From sequence statistics to conformational attractors
TakensFold applies Takens' delay embedding theorem to protein structure prediction, treating the amino-acid sequence as the observable of a dynamical system converging to a stable folded attractor. The MARINA architecture achieves O(N) complexity and O(1) fixed memory — no attention, no positional encodings.
Standard approaches treat protein folding as a learned sequence-to-structure mapping. TakensFold treats it as a problem in nonlinear dynamical systems — recovering a hidden attractor geometry from an observed time series.
Protein folding is framed as a sequence-to-structure mapping.

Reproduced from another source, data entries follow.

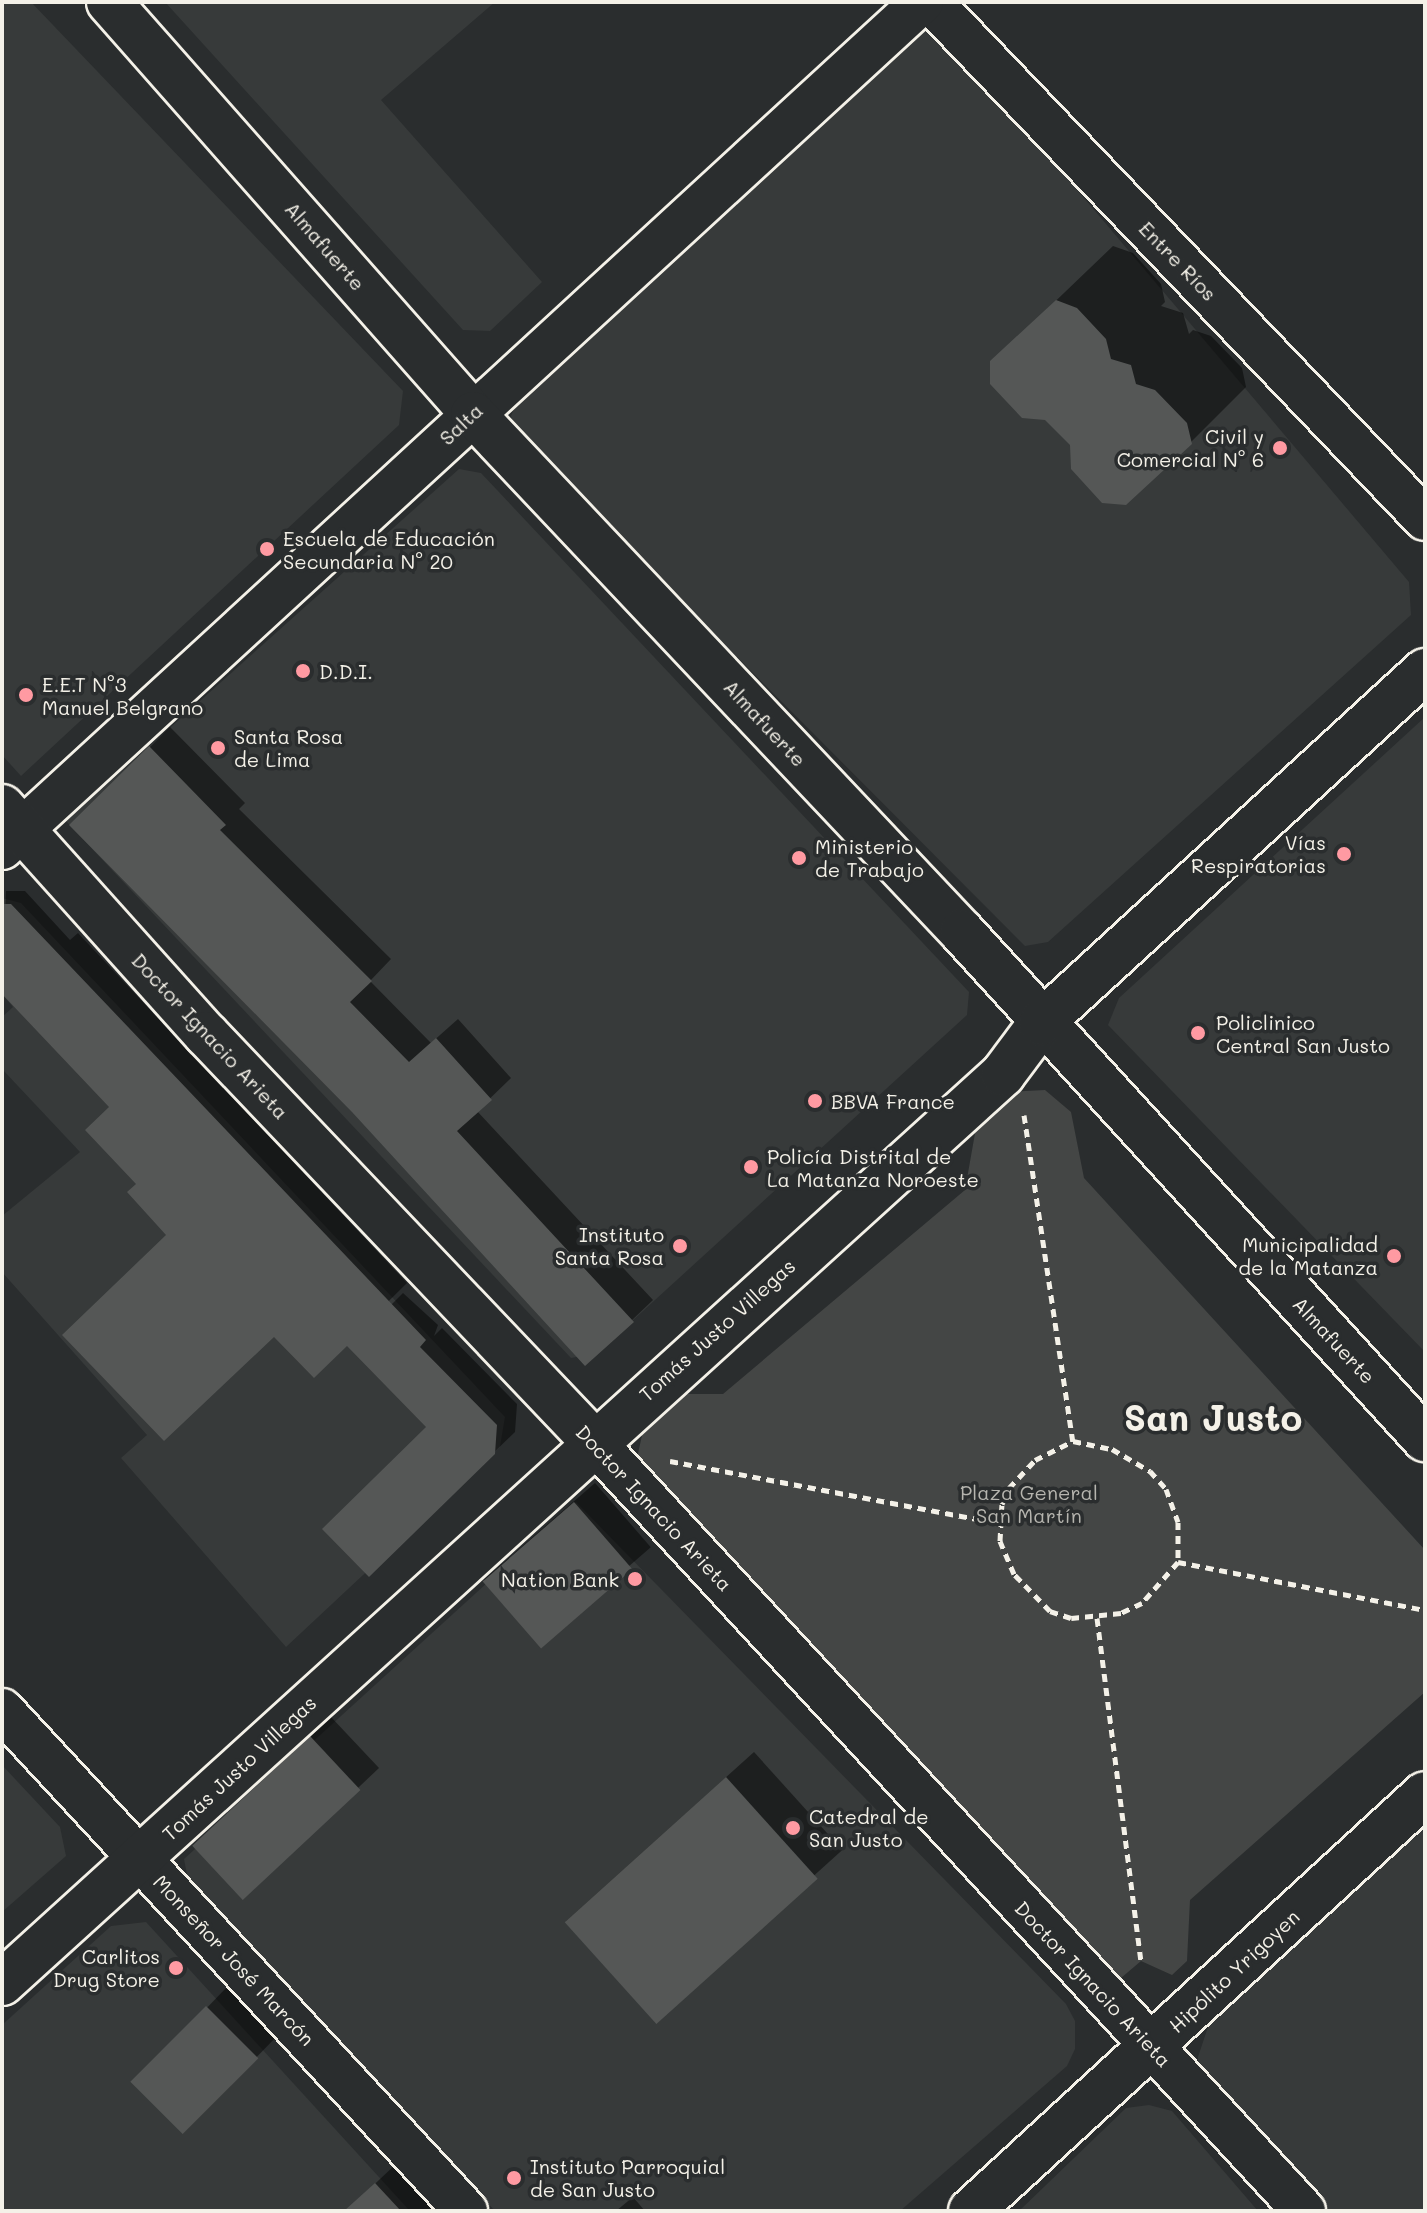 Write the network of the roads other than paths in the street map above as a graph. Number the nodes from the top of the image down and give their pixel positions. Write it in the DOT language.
graph roads {
  1 [pos="109,2"];
  2 [pos="922,2"];
  3 [pos="931,2"];
  4 [pos="473,414"];
  5 [pos="1425,519"];
  6 [pos="1425,671"];
  7 [pos="9,828"];
  8 [pos="1041,1023"];
  9 [pos="1425,1439"];
  10 [pos="593,1441"];
  11 [pos="2,1710"];
  12 [pos="1425,1794"];
  13 [pos="140,1859"];
  14 [pos="2,1983"];
  15 [pos="1152,2048"];
  16 [pos="466,2211"];
  17 [pos="971,2211"];
  18 [pos="1304,2211"];
  1 -- 4 [label="street, Almafuerte"];
  2 -- 4 [label="street, Salta"];
  3 -- 5 [label="street, Entre Ríos"];
  4 -- 7 [label="street, Salta"];
  4 -- 8 [label="street, Almafuerte"];
  6 -- 8 [label="street, Tomás Justo Villegas"];
  7 -- 10 [label="street, Doctor Ignacio Arieta"];
  8 -- 9 [label="street, Almafuerte"];
  8 -- 10 [label="street, Tomás Justo Villegas"];
  10 -- 13 [label="street, Tomás Justo Villegas"];
  10 -- 15 [label="street, Doctor Ignacio Arieta"];
  11 -- 13 [label="street, Monseñor José Marcón"];
  12 -- 15 [label="street, Hipólito Yrigoyen"];
  13 -- 14 [label="street, Tomás Justo Villegas"];
  13 -- 16 [label="street, Monseñor José Marcón"];
  15 -- 17 [label="street, Hipólito Yrigoyen"];
  15 -- 18 [label="street, Doctor Ignacio Arieta"];
} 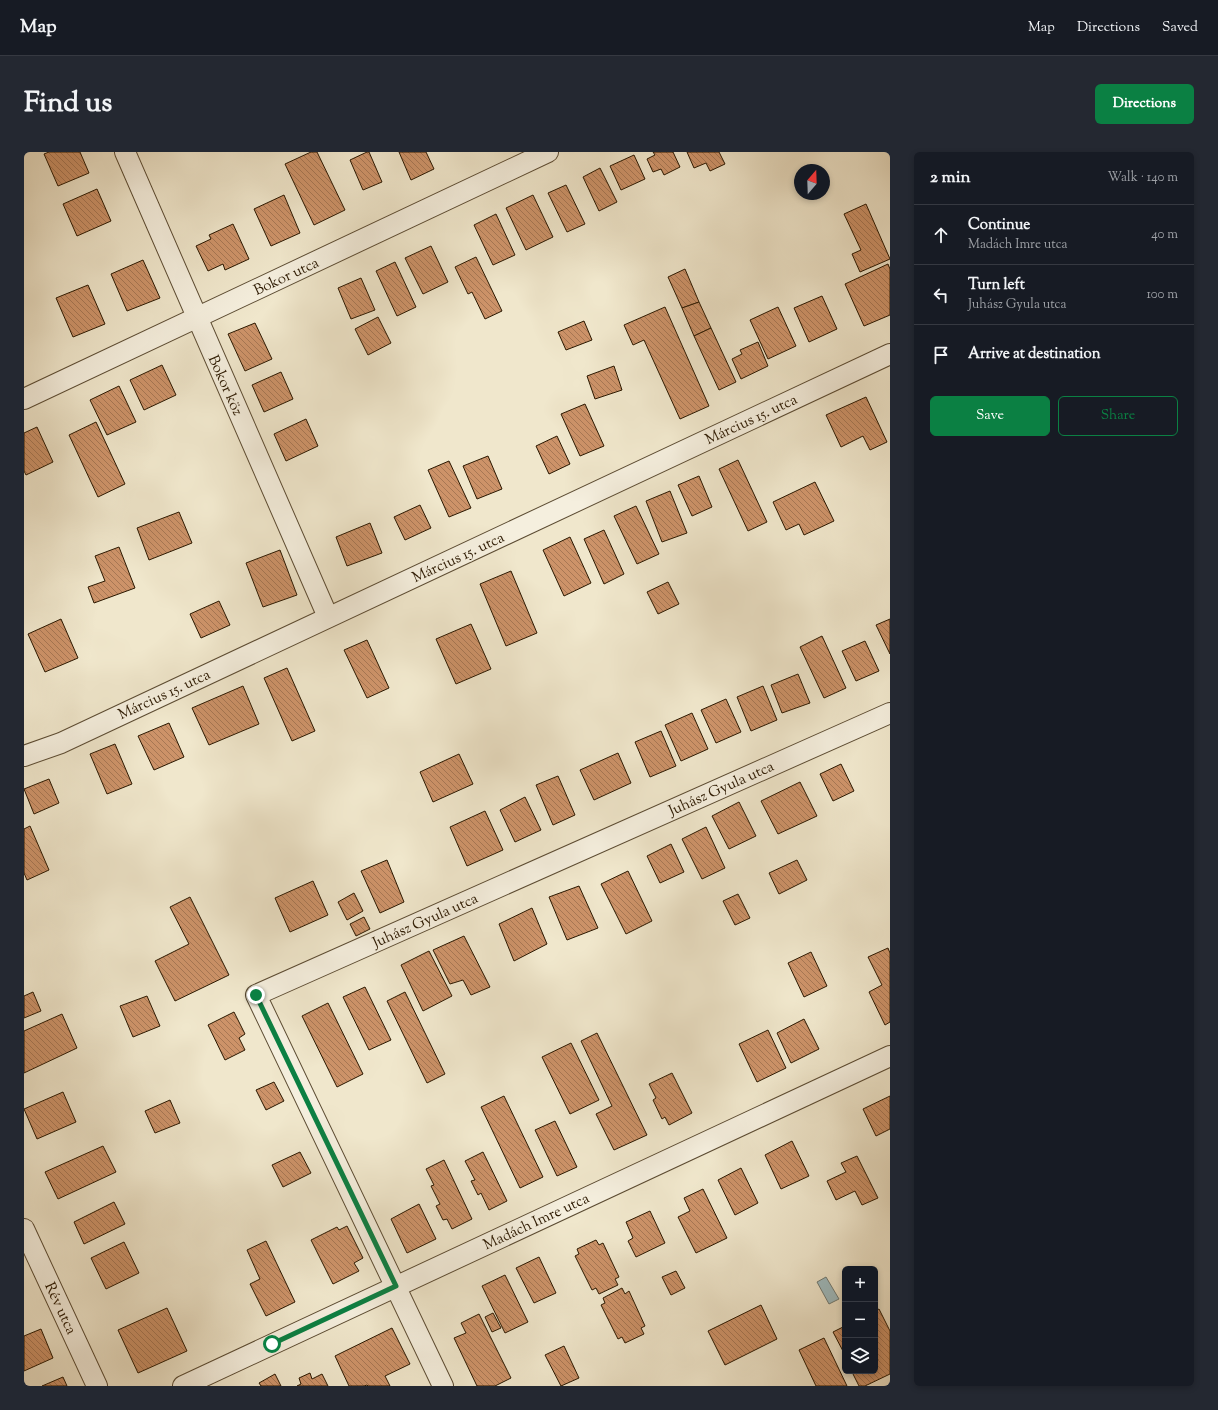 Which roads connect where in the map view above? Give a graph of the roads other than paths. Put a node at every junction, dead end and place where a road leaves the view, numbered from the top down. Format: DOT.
graph roads {
  1 [pos="125,152"];
  2 [pos="548,152"];
  3 [pos="197,318"];
  4 [pos="890,354"];
  5 [pos="24,399"];
  6 [pos="328,618"];
  7 [pos="890,713"];
  8 [pos="24,756"];
  9 [pos="890,1056"];
  10 [pos="24,1229"];
  11 [pos="396,1286"];
  12 [pos="97,1386"];
  13 [pos="183,1386"];
  14 [pos="443,1386"];
  1 -- 3 [label="street, Bokor köz"];
  2 -- 3 [label="street, Bokor utca"];
  3 -- 5 [label="street, Bokor utca"];
  3 -- 6 [label="street, Bokor köz"];
  4 -- 6 [label="street, Március 15. utca"];
  6 -- 8 [label="street, Március 15. utca"];
  7 -- 11 [label="street, Juhász Gyula utca"];
  9 -- 11 [label="street, Madách Imre utca"];
  10 -- 12 [label="street, Rév utca"];
  11 -- 13 [label="street, Madách Imre utca"];
  11 -- 14 [label="street"];
} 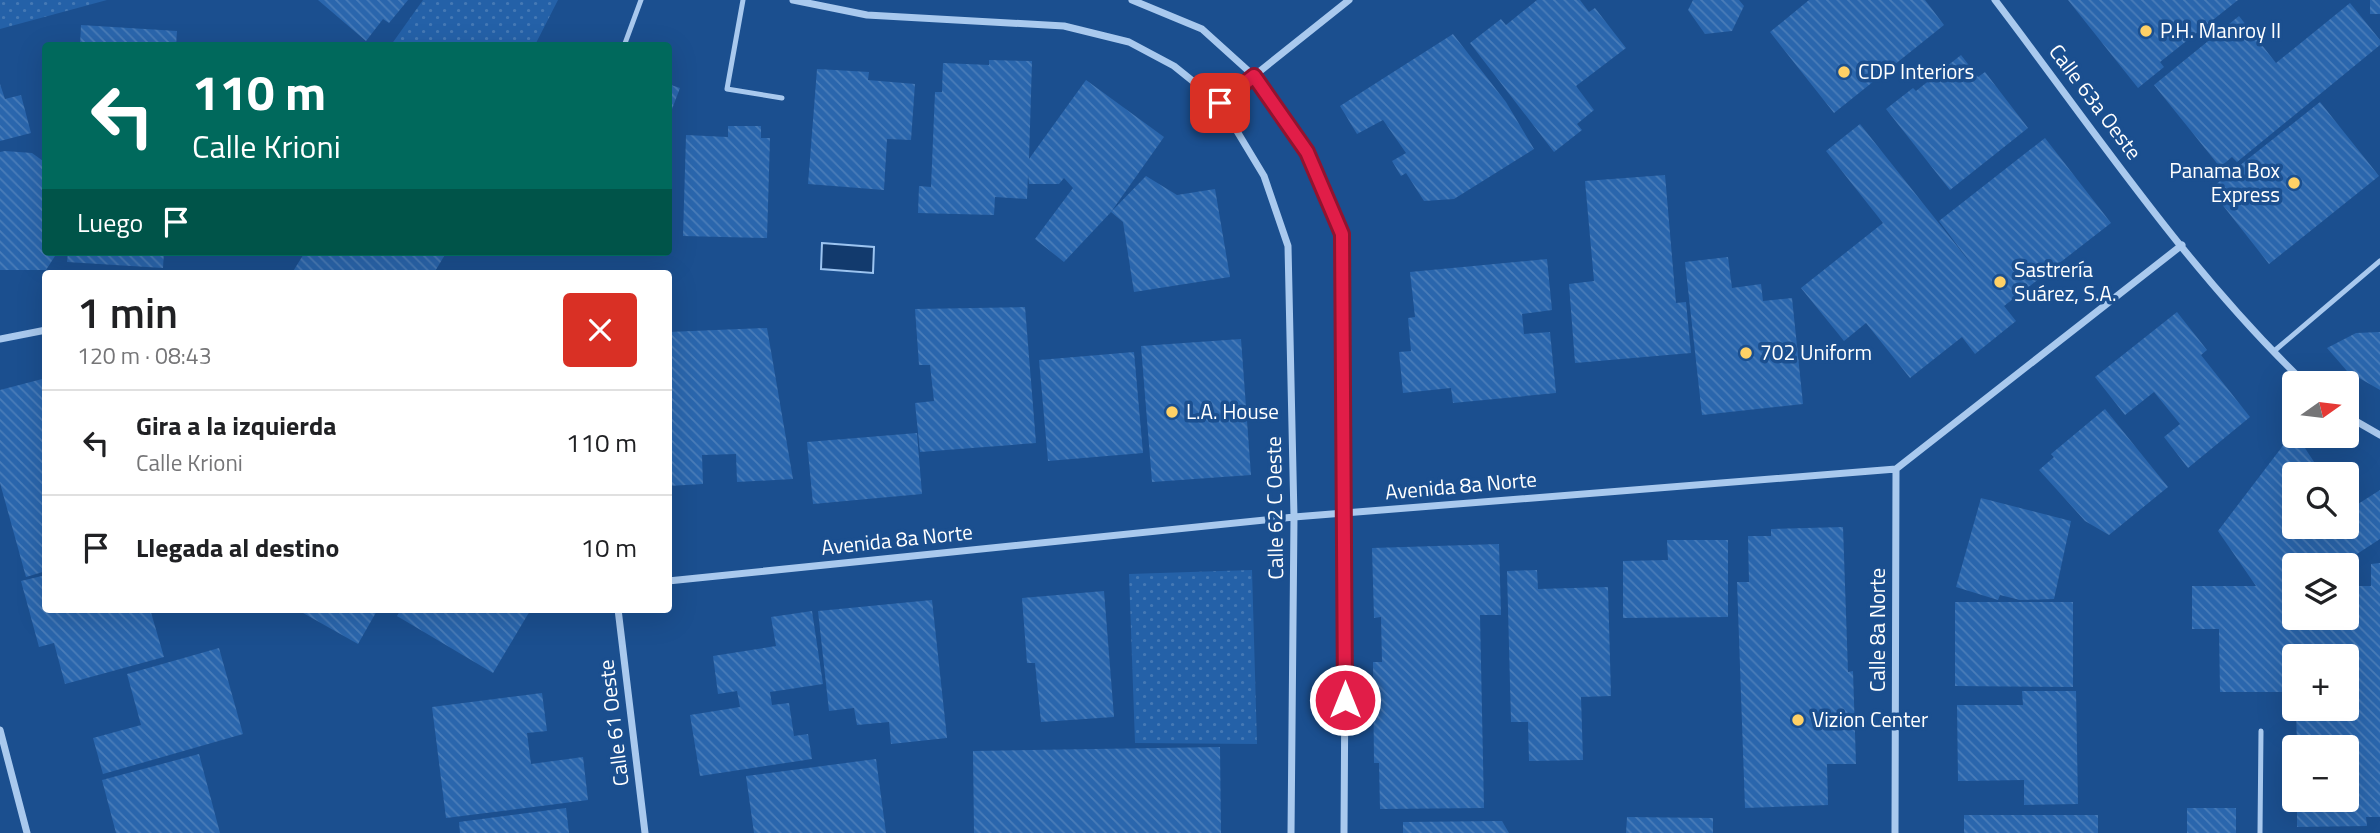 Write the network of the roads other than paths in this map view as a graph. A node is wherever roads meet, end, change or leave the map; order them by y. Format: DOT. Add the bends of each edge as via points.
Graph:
graph roads {
  1 [pos="641,0"];
  2 [pos="743,0"];
  3 [pos="793,0"];
  4 [pos="1132,0"];
  5 [pos="1349,0"];
  6 [pos="1995,0"];
  7 [pos="625,42"];
  8 [pos="1254,76"];
  9 [pos="782,98"];
  10 [pos="1220,103"];
  11 [pos="2182,245"];
  12 [pos="2380,261"];
  13 [pos="42,331"];
  14 [pos="0,338"];
  15 [pos="2273,352"];
  16 [pos="2293,371"];
  17 [pos="2359,423"];
  18 [pos="2380,435"];
  19 [pos="1896,469"];
  20 [pos="1346,513"];
  21 [pos="1294,517"];
  22 [pos="672,581"];
  23 [pos="618,613"];
  24 [pos="0,730"];
  25 [pos="2261,731"];
  26 [pos="27,833"];
  27 [pos="645,833"];
  28 [pos="1291,833"];
  29 [pos="1344,833"];
  30 [pos="1895,833"];
  31 [pos="2260,833"];
  1 -- 7 [label="lane"];
  2 -- 9 [label="lane" via="727,89"];
  3 -- 10 [label="street, Calle 62 C Oeste" via="867,15 1064,26 1129,42 1174,66"];
  4 -- 8 [label="street" via="1202,29"];
  5 -- 8 [label="street"];
  6 -- 11 [label="street, Calle 63a Oeste"];
  8 -- 10 [label="street"];
  8 -- 20 [label="street" via="1307,152 1342,234"];
  10 -- 21 [label="street, Calle 62 C Oeste" via="1264,176 1289,246"];
  11 -- 15 [label="street, Calle 63a Oeste"];
  11 -- 19 [label="street"];
  12 -- 15 [label="lane"];
  13 -- 14 [label="street"];
  15 -- 16 [label="street, Calle 63a Oeste"];
  17 -- 18 [label="street"];
  19 -- 20 [label="street, Avenida 8a Norte"];
  19 -- 30 [label="street, Calle 8a Norte"];
  20 -- 21 [label="street, Avenida 8a Norte"];
  20 -- 29 [label="street"];
  21 -- 22 [label="street, Avenida 8a Norte"];
  21 -- 28 [label="street, Calle 62 C Oeste"];
  23 -- 27 [label="street, Calle 61 Oeste"];
  24 -- 26 [label="street"];
  25 -- 31 [label="lane"];
}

Large neural networks learn statistical correlations between amino-acid sequences and known 3D coordinates. Attention mechanisms require O(N²) computation and growing memory — demanding GPU clusters and massive datasets.
Protein folding is a temporal dynamical process. A newly synthesised polypeptide explores conformational space, converging to a stable geometric attractor. The amino-acid sequence is the observable. Takens' theorem lets us reconstruct the attractor geometry from exponential delay coordinates of that sequence.
The amino-acid sequence is not merely a list of letters. It is a one-dimensional symbolic construction signal from which a three-dimensional molecular object is built.
Takens' theorem states that, under mild conditions, the full state space of a deterministic dynamical system can be reconstructed from delayed observations of a single time series. For a protein, the observable is the residue embedding processed position-by-position. The hidden state is the evolving conformation in 3D space.
Delay coordinates of the form:
produce a trajectory diffeomorphic to the original conformational attractor. Exponential spacing captures the natural multi-scale organisation of proteins:
Delays = [1, 2, 4, 8, 16, 32, 64, 128]
Training proteins are triplicated in the preprocessing pipeline. In a statistical model, repetition adds no new information. In a Takens-based architecture, repeated exposure deepens the learned attractor basins and thickens conformational trajectory filaments in phase space — directly improving prediction accuracy on structurally similar proteins.
Manifold-Aware Reconstruction and Inference Network Architecture — four core components, no attention, no positional encodings, scales linearly with sequence length.
Each of the 20 standard amino acids (plus non-standard extension vocabulary) is mapped to a learned embedding vector of dimension embed_dim = 128. No positional encodings are used — temporal order is encoded implicitly through the delay structure.
At each position t, a delay-coordinate vector is constructed using a circular buffer of size 2k+1 (k = 7 for the longest delay of 128). This yields O(1) memory usage independent of sequence length. The resulting state vector has dimension (8 + 1) × 128 = 1,152.
The high-dimensional delay vector is projected onto a lower-dimensional manifold via a learned projection matrix Wp followed by LayerNorm. This matrix is the geometric core of the model — its rows encode which combinations of temporal scales are most informative for structure prediction.
A stack of 6 feedforward residual layers (hidden dimension 512) performs non-linear mixing within each position's manifold state. Three independent linear heads then predict the x, y, z coordinates of the Cα atom. Training uses MSE loss in Ångström space.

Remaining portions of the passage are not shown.